[Opening Dataset records section]

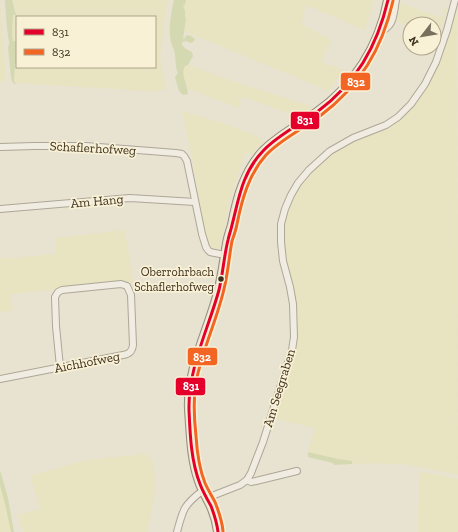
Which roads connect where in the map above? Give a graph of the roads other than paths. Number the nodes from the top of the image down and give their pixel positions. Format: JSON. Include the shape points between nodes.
{"nodes":[{"id":1,"x":388,"y":0,"type":"edge"},
{"id":2,"x":396,"y":0,"type":"edge"},
{"id":3,"x":455,"y":0,"type":"edge"},
{"id":4,"x":378,"y":33,"type":"junction"},
{"id":5,"x":0,"y":147,"type":"edge"},
{"id":6,"x":195,"y":202,"type":"junction"},
{"id":7,"x":0,"y":209,"type":"edge"},
{"id":8,"x":225,"y":255,"type":"junction"},
{"id":9,"x":60,"y":367,"type":"junction"},
{"id":10,"x":0,"y":379,"type":"edge"},
{"id":11,"x":297,"y":471,"type":"dead end"},
{"id":12,"x":247,"y":480,"type":"junction"},
{"id":13,"x":202,"y":491,"type":"junction"},
{"id":14,"x":207,"y":498,"type":"junction"},
{"id":15,"x":177,"y":532,"type":"edge"},
{"id":16,"x":218,"y":532,"type":"edge"}],
"edges":[{"from":1,"to":4,"type":"main road"},
{"from":2,"to":4,"type":"street","via":[[391,24]]},
{"from":3,"to":12,"type":"street","name":"Am Seegraben","via":[[436,62],[411,104],[386,125],[330,151],[309,170],[291,195],[281,224],[281,242],[293,304],[293,342],[265,436]]},
{"from":4,"to":8,"type":"main road","via":[[362,64],[338,95],[272,143],[255,162],[240,193]]},
{"from":5,"to":6,"type":"street","name":"Schaflerhofweg","via":[[86,146],[182,154],[188,164]]},
{"from":6,"to":7,"type":"street","name":"Am Hang","via":[[134,198]]},
{"from":6,"to":8,"type":"street","via":[[206,247],[210,252]]},
{"from":8,"to":13,"type":"main road","via":[[217,296],[194,367],[190,394],[193,454]]},
{"from":9,"to":9,"type":"street","name":"Aichhofweg","via":[[131,352],[131,295],[127,286],[121,284],[62,290],[56,294]]},
{"from":9,"to":10,"type":"street","name":"Aichhofweg"},
{"from":11,"to":12,"type":"street","via":[[256,481]]},
{"from":12,"to":14,"type":"street"},
{"from":13,"to":14,"type":"main road"},
{"from":13,"to":15,"type":"street","via":[[185,507]]},
{"from":14,"to":16,"type":"main road"}]}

[Closing Dataset records section]

Work item: Scan the records above for the word "nodes". Copy each line that has it.

Written solution:
Which roads connect where in the map above? Give a graph of the roads other than paths. Number the nodes from the top of the image down and give their pixel positions. Format: JSON. Include the shape points between nodes.
{"nodes":[{"id":1,"x":388,"y":0,"type":"edge"},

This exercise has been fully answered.